Source code recovery is useful when source code of a target application, driver, or firmware is not available. A typical approach consists of target disassembly, decompilation, and manual edit.
Disassembly is the first step and transforms machine code into a human-readable equivalent in assembly language. 1stplugins uses first class tools such as IDA Pro Advanced. Once disassembly is done, it is possible to start analysis either at the assembly language level, or, if a decompiler is available, perform the next step and continue at a higher level language level.

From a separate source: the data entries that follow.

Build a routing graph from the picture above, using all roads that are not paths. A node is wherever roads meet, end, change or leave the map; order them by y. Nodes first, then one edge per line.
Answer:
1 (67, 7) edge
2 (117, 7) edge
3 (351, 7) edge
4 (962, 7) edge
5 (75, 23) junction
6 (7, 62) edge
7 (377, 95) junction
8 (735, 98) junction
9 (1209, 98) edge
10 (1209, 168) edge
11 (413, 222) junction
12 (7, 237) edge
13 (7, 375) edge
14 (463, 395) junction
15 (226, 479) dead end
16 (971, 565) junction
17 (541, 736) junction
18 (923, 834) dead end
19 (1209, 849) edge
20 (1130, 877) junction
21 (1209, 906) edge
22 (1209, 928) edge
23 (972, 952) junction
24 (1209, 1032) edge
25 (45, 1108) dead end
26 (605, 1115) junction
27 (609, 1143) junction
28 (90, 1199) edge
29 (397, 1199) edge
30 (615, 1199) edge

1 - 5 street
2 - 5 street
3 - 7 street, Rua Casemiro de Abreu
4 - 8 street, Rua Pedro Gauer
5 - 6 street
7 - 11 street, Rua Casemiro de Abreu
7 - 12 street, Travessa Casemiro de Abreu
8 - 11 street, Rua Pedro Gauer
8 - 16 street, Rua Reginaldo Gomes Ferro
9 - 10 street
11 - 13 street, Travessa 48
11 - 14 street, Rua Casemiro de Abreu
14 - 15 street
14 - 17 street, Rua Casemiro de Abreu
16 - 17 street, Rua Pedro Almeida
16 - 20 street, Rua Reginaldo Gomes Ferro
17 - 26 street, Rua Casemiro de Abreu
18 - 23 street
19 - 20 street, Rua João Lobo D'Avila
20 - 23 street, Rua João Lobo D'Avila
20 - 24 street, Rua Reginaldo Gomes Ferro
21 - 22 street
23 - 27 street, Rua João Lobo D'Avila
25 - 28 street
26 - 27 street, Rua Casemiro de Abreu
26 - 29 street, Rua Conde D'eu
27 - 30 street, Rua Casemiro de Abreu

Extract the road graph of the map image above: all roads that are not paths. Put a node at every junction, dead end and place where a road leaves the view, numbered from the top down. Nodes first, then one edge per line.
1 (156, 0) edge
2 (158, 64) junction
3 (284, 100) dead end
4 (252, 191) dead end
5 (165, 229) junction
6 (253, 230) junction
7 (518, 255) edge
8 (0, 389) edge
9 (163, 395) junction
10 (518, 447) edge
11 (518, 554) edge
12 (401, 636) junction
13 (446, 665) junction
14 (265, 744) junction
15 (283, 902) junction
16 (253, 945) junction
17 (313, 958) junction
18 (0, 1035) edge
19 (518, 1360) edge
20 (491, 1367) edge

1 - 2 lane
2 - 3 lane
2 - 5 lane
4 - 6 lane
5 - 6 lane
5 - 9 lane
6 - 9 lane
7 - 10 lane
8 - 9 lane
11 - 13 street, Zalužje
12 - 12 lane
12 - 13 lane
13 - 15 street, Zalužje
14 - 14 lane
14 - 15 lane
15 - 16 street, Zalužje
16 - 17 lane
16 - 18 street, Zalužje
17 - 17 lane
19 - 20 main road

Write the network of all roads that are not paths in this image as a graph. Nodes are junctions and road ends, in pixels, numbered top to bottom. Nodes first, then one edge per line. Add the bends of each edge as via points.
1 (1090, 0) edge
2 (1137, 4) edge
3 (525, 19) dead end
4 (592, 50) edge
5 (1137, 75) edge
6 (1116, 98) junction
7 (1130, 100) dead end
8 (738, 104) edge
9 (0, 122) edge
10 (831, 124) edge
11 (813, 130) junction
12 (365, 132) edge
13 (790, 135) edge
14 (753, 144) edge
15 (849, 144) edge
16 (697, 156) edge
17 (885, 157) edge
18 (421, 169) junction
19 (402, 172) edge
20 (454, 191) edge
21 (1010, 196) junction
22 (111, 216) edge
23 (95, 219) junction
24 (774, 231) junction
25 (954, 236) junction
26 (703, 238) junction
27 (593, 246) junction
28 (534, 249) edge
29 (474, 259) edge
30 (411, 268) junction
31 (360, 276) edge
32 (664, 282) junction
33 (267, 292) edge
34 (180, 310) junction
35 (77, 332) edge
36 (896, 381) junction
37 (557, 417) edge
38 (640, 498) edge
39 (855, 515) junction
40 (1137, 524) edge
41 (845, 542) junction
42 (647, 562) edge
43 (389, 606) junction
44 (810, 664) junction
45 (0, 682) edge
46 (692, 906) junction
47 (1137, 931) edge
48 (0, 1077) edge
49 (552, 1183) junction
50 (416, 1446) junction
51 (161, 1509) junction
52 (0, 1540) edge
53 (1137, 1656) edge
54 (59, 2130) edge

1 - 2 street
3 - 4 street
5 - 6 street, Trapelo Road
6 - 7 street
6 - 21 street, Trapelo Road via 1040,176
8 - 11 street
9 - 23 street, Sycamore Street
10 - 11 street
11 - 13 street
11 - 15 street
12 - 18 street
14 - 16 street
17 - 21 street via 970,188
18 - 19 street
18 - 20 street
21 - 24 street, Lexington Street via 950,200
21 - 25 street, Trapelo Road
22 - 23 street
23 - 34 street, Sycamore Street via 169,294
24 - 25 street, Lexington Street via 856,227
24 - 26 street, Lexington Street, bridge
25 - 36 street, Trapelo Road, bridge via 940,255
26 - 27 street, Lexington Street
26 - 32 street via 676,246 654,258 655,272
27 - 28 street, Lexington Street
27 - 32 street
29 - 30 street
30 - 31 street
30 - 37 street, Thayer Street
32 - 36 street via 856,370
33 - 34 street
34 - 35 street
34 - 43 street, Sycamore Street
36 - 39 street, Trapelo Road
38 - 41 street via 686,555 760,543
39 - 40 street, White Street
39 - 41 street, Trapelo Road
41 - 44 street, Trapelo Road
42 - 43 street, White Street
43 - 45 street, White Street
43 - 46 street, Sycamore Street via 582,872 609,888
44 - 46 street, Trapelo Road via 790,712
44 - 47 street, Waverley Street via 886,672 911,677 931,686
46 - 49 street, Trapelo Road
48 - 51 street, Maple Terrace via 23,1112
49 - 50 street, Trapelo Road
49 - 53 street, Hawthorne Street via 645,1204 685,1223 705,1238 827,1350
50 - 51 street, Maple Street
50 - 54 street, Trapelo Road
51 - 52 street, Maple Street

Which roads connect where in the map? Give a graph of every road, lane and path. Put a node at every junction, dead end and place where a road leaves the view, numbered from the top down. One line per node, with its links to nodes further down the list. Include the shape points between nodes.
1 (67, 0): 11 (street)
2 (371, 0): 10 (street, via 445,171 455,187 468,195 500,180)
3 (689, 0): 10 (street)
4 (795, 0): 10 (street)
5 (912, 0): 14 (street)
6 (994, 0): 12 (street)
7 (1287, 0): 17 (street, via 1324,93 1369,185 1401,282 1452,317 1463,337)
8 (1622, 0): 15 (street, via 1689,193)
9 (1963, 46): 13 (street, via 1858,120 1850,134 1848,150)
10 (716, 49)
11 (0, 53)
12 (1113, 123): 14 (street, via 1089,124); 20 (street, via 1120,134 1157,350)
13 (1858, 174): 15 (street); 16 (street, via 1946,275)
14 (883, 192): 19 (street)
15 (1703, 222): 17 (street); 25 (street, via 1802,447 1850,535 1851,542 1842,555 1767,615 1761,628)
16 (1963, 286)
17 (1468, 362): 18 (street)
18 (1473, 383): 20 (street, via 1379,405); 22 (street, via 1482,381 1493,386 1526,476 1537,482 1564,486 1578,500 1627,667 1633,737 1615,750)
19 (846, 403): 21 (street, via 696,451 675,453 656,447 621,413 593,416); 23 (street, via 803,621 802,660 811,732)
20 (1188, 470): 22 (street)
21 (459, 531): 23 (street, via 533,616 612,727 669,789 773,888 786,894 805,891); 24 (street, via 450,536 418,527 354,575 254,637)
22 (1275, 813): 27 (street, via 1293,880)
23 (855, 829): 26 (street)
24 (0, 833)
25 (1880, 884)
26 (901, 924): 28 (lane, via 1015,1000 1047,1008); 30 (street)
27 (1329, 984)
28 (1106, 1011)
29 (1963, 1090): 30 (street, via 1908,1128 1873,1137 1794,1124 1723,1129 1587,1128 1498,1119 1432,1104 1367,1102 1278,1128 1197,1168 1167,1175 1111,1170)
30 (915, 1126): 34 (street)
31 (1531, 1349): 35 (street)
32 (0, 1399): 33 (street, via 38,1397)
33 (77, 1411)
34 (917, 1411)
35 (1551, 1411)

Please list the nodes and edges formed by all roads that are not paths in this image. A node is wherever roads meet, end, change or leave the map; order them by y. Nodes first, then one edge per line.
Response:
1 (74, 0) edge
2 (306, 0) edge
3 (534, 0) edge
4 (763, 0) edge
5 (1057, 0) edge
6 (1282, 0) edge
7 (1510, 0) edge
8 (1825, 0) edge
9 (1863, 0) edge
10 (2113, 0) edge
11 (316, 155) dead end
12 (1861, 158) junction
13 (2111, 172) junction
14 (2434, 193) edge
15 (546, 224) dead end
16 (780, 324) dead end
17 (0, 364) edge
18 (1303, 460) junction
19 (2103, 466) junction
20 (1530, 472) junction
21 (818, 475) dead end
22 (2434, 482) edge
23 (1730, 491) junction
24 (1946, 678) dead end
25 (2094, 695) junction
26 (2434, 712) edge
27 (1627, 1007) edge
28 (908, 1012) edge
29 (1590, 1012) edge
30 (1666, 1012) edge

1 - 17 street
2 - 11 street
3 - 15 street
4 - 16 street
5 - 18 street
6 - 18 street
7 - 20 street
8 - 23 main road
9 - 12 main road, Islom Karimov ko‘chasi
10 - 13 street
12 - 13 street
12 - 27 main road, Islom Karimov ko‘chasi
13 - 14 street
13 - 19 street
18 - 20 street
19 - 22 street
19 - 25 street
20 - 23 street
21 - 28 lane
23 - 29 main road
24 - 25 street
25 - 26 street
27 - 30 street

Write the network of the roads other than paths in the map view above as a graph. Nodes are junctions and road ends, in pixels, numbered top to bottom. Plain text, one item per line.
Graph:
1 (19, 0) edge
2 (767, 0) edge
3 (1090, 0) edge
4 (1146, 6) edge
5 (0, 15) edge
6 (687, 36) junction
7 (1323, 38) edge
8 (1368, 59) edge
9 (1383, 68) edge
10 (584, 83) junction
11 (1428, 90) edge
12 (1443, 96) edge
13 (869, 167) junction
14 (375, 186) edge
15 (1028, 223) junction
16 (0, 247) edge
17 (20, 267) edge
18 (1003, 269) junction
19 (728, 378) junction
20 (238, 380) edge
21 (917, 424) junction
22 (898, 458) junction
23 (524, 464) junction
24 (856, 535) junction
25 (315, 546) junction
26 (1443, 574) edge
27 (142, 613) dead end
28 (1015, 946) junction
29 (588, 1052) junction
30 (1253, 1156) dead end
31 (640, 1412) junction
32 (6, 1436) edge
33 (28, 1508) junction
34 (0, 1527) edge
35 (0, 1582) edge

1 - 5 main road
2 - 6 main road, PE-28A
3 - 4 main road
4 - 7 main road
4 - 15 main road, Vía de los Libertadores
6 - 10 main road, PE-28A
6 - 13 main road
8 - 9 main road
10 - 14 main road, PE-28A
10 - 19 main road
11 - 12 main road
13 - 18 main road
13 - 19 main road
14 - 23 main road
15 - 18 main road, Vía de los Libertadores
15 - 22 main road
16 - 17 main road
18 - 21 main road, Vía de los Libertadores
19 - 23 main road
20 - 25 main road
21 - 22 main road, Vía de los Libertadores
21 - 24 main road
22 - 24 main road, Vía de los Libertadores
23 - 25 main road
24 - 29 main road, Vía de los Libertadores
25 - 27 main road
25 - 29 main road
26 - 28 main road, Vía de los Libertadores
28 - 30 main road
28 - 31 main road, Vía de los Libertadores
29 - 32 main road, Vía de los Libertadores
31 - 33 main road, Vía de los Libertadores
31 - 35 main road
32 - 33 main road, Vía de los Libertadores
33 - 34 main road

Decompilation is a reverse process to compilation and linking. On input there is binary code or assembly language while on the output there is source code in a higher level language such as C or Python. Though it seems decompilation works like a charm, it is a tricky thing and its product is rarely runnable. This is due to information loss made at compile and link time (function and variable names, comments, data types, structure and class layouts, breaking into logical parts, … — all that is lost) and/or later processing such as obfuscation or source code protection. Decompiler outputs need to be further edited in order to be understood and/or run again.
Manual edits are necessary. The decompiler output needs to be validated since i) a lot of information gets lost at the compile & link time, and ii) the decompiler does not need to decompile properly. Edits include reconstruction of structure and class layouts, naming functions, methods, local and global variables, etc. This part is the most complex of the three, as it needs to be done manually and requires deep platform internals knowledge.